The Sermon  on the Mount site.

Interpreting the Sermon

No end of books

Several books with red, yellow and orange covers
A random selection of commentaries
© R I Kirby / Used with permission

How many students can echo the words of Ecclesiastes, “of making many books there is no end; and much study is a weariness of the flesh” (Eccl 12:12 KJV). Yet the verse prefixes this statement with “And further, by these, my son, be admonished”. A good commentary can bring fresh understanding of the text and with that, new directions in our lives.

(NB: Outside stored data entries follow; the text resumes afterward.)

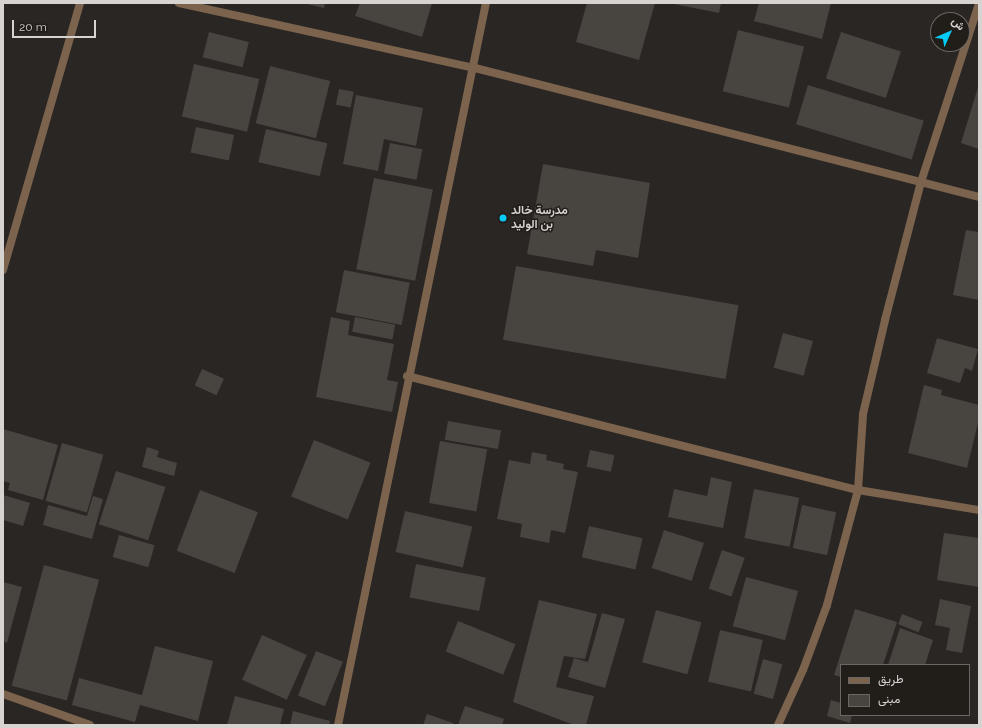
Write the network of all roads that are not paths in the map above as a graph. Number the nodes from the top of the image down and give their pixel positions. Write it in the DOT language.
graph roads {
  1 [pos="80,3"];
  2 [pos="179,3"];
  3 [pos="486,3"];
  4 [pos="978,3"];
  5 [pos="475,68"];
  6 [pos="921,182"];
  7 [pos="979,197"];
  8 [pos="3,270"];
  9 [pos="407,376"];
  10 [pos="858,490"];
  11 [pos="979,510"];
  12 [pos="3,694"];
  13 [pos="90,725"];
  14 [pos="338,725"];
  15 [pos="778,725"];
  1 -- 8 [label="street"];
  2 -- 5 [label="street"];
  3 -- 5 [label="street"];
  4 -- 6 [label="street"];
  5 -- 6 [label="street"];
  5 -- 9 [label="street"];
  6 -- 7 [label="street"];
  6 -- 10 [label="street"];
  9 -- 10 [label="street"];
  9 -- 14 [label="street"];
  10 -- 11 [label="street"];
  10 -- 15 [label="street"];
  12 -- 13 [label="street"];
}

Hundreds of printed commentaries have addressed the Sermon on the Mount, a few being pictured above. Just as those pictured, they range from the devotional to the academic. This site also has plenty of information on the Sermon, including much that is original. However, if you don’t find what you are looking for here we have suggestions for other sources of information.

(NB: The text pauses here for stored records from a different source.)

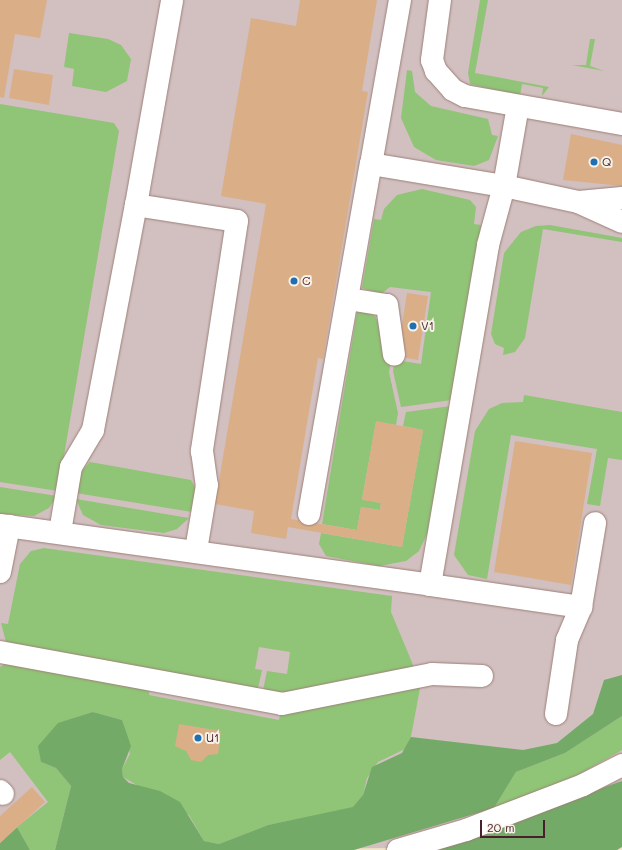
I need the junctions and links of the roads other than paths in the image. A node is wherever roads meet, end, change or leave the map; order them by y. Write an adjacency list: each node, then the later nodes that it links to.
1 (172, 0): 10 (lane)
2 (400, 0): 6 (lane)
3 (440, 0): 4 (lane)
4 (518, 106): 5 (lane); 7 (lane)
5 (622, 124)
6 (371, 164): 7 (lane); 12 (lane)
7 (504, 186): 9 (lane); 20 (lane)
8 (622, 198): 9 (lane)
9 (578, 202): 11 (lane)
10 (136, 205): 17 (lane); 18 (lane)
11 (622, 222)
12 (348, 299): 13 (lane); 14 (lane)
13 (394, 355)
14 (309, 514)
15 (595, 523): 21 (lane)
16 (4, 525): 17 (lane); 19 (lane)
17 (60, 532): 18 (lane)
18 (196, 550): 20 (lane)
19 (0, 572)
20 (430, 585): 21 (lane)
21 (581, 607): 24 (lane)
22 (0, 652): 23 (lane)
23 (482, 676)
24 (556, 714)
25 (622, 765): 26 (lane)
26 (398, 850)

Opinions have varied considerably over what to make of the sermon. The early Christian theologian St. Augustine thought it was a perfect rule for Christian living and a new law, whilst the author Tolstoy described it as a plan for ushering in utopia. Some monastic orders believed it was a ‘counsel of perfection’ for an elite to aspire towards in the here and now. By contrast, a Dispensationalist might claim that it will not be truly kept until a future time, when Jesus reigns supreme. Amongst the scholars who later studied it, Kittle saw it as an exaggerated set of requirements that rendered faith a necessity, whilst Weiss believed it was a temporary arrangement, pending an imminent and dramatic intervention by God. 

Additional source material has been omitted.